Re: candidate keys in abstract parent relations

From: Tony Rogerson <tonyrogerson_at_sqlserverfaq.com>
Date: Fri, 20 Jan 2006 08:03:25 -0000
Message-ID: <dqq5fe$1uo$1$8300dec7_at_news.demon.co.uk>

> I know what i'm talking about when dropping into the application, but, as
> somebody whos done both camps, development and database design I feel
> strongly that a lot of the time the database designer does not consider
> the applications that may use the database. It's the good old DBA v
> Developer war; we need to consider both camps when looking at getting a
> scalable, performant and easily maintained design.

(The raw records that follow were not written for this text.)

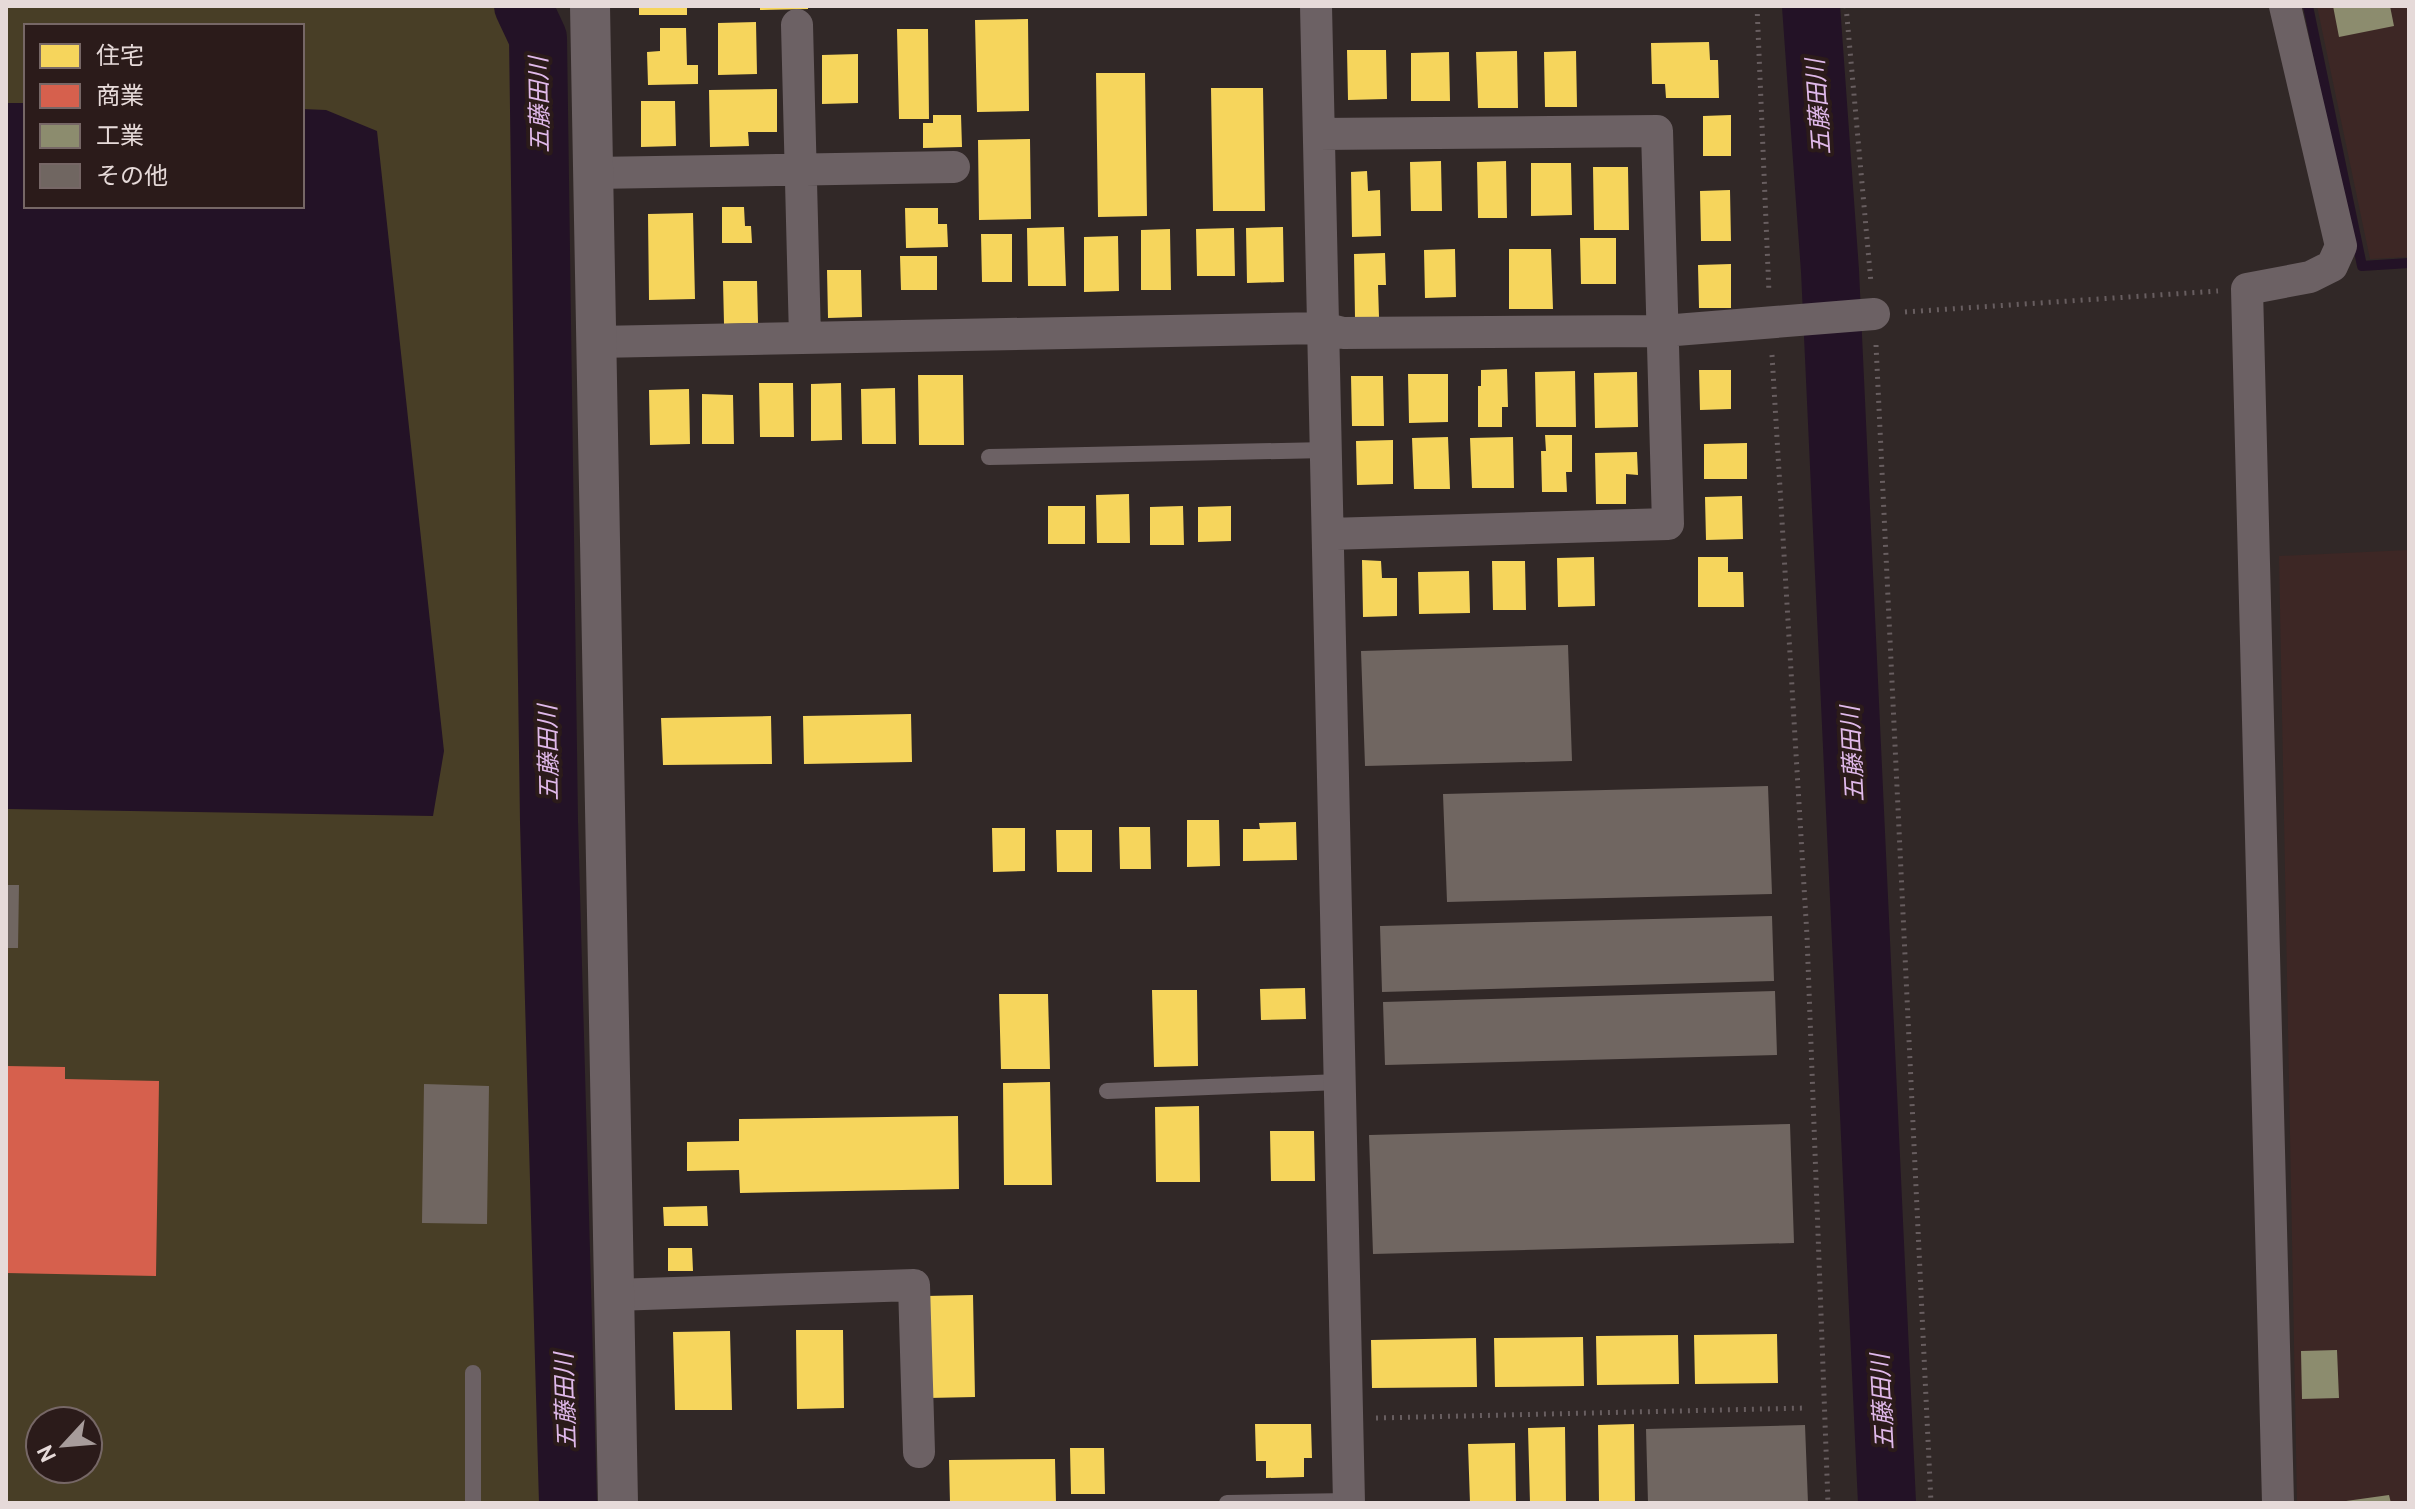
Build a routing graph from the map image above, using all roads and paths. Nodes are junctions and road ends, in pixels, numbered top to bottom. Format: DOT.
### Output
graph roads {
  1 [pos="590,6"];
  2 [pos="1316,6"];
  3 [pos="1757,6"];
  4 [pos="1846,6"];
  5 [pos="2285,6"];
  6 [pos="797,25"];
  7 [pos="1319,134"];
  8 [pos="954,167"];
  9 [pos="801,170"];
  10 [pos="593,173"];
  11 [pos="2247,289"];
  12 [pos="1874,314"];
  13 [pos="1770,321"];
  14 [pos="1323,328"];
  15 [pos="1663,331"];
  16 [pos="805,338"];
  17 [pos="596,342"];
  18 [pos="1326,450"];
  19 [pos="989,457"];
  20 [pos="1328,534"];
  21 [pos="1339,1082"];
  22 [pos="1107,1091"];
  23 [pos="614,1295"];
  24 [pos="473,1373"];
  25 [pos="1806,1408"];
  26 [pos="1347,1418"];
  27 [pos="919,1452"];
  28 [pos="1349,1502"];
  29 [pos="473,1503"];
  30 [pos="618,1503"];
  31 [pos="1227,1503"];
  32 [pos="1828,1503"];
  33 [pos="1931,1503"];
  34 [pos="2278,1503"];
  1 -- 10 [label="street"];
  2 -- 7 [label="street"];
  3 -- 13 [label="path"];
  4 -- 12 [label="path"];
  5 -- 11 [label="street"];
  6 -- 9 [label="street"];
  7 -- 14 [label="street"];
  7 -- 15 [label="street"];
  8 -- 9 [label="street"];
  9 -- 10 [label="street"];
  9 -- 16 [label="street"];
  10 -- 17 [label="street"];
  11 -- 12 [label="path"];
  11 -- 34 [label="street"];
  12 -- 13 [label="street"];
  12 -- 33 [label="path"];
  13 -- 15 [label="street"];
  13 -- 32 [label="path"];
  14 -- 15 [label="street"];
  14 -- 16 [label="street"];
  14 -- 18 [label="street"];
  15 -- 20 [label="street"];
  16 -- 17 [label="street"];
  17 -- 23 [label="street"];
  18 -- 19 [label="lane"];
  18 -- 20 [label="street"];
  20 -- 21 [label="street"];
  21 -- 22 [label="lane"];
  21 -- 26 [label="street"];
  23 -- 27 [label="street"];
  23 -- 30 [label="street"];
  24 -- 29 [label="lane"];
  25 -- 26 [label="path"];
  26 -- 28 [label="street"];
  28 -- 31 [label="lane"];
}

Sorry, have to proof read so when i start writing and a sentance and then start again it doesn't come out like that; think its time for a cuppa tea and breakfast :)

What i meant say was...

I know i'm dropping into the application, but, as somebody whos done both camps, development and database design I feel strongly that a lot of the time the database designer does not consider the applications that may use the database. It's the good old DBA v Developer war; we need to consider both camps when looking at getting a scalable, performant and easily maintained design.

-- 
Tony Rogerson
SQL Server MVP
http://sqlserverfaq.com - free video tutorials


"Tony Rogerson" <tonyrogerson_at_sqlserverfaq.com> wrote in message 
news:dqq50p$dco$1$8302bc10_at_news.demon.co.uk...


> Good post Roy.


>

> If you check out almost any website that has a drop down list, have a look 

> at the html for an example.

>

> Basically, yes, you do need to pass the natural primary key value out; but 

> you'd have to do it twice, for instance on a list box you need the display 

> element as well as the value element - its the value element that we are 

> interested and gets passed back.

>

> I know what i'm talking about when dropping into the application, but, as 

> somebody whos done both camps, development and database design I feel 

> strongly that a lot of the time the database designer does not consider 

> the applications that may use the database. It's the good old DBA v 

> Developer war; we need to consider both camps when looking at getting a 

> scalable, performant and easily maintained design.

>

> With the primary key change, I was more thinking of all the locking and 

> page splitting there would be - it would result in a large transaction and 

> in the default SQL Server world would cause a lot of blocking because of 

> the default writer blocks reader. In a lot of db's its ok for single key 

> changes, but imagine if you put your primary key on a phone number and it 

> was London, suddenly you need to add an extra number, that is one hell of 

> a big update - it would touch your whole database and take hours - you did 

> mention this but i just wanted to highlight its one of my big concerns.

>

> But its worse than that, on changing the primary key in the db, the old 

> primary key will be on a user's screen and they click 'update' there is no 

> record to come back to, or worse still - its a different record; surrogate 

> keys get round that problem because they never change.

>

> My experience over the pas 12ish years has been within investment banking, 

> and I still am shocked at some of the 'data' practices that go on there; 

> but, at the end of the day its an environment where speed and availability 

> are the key. Prior to going into banking I never used surrogate keys 

> either, performance just wasn't an issue.

>

> Thanks for a good debate.

>

> Tony.

>

> -- 

> Tony Rogerson

> SQL Server MVP

> http://sqlserverfaq.com - free video tutorials

>

>

> "Roy Hann" <specially_at_processed.almost.meat> wrote in message 

> news:SLCdnR-38eMwnU3enZ2dnUVZ8tydnZ2d_at_pipex.net...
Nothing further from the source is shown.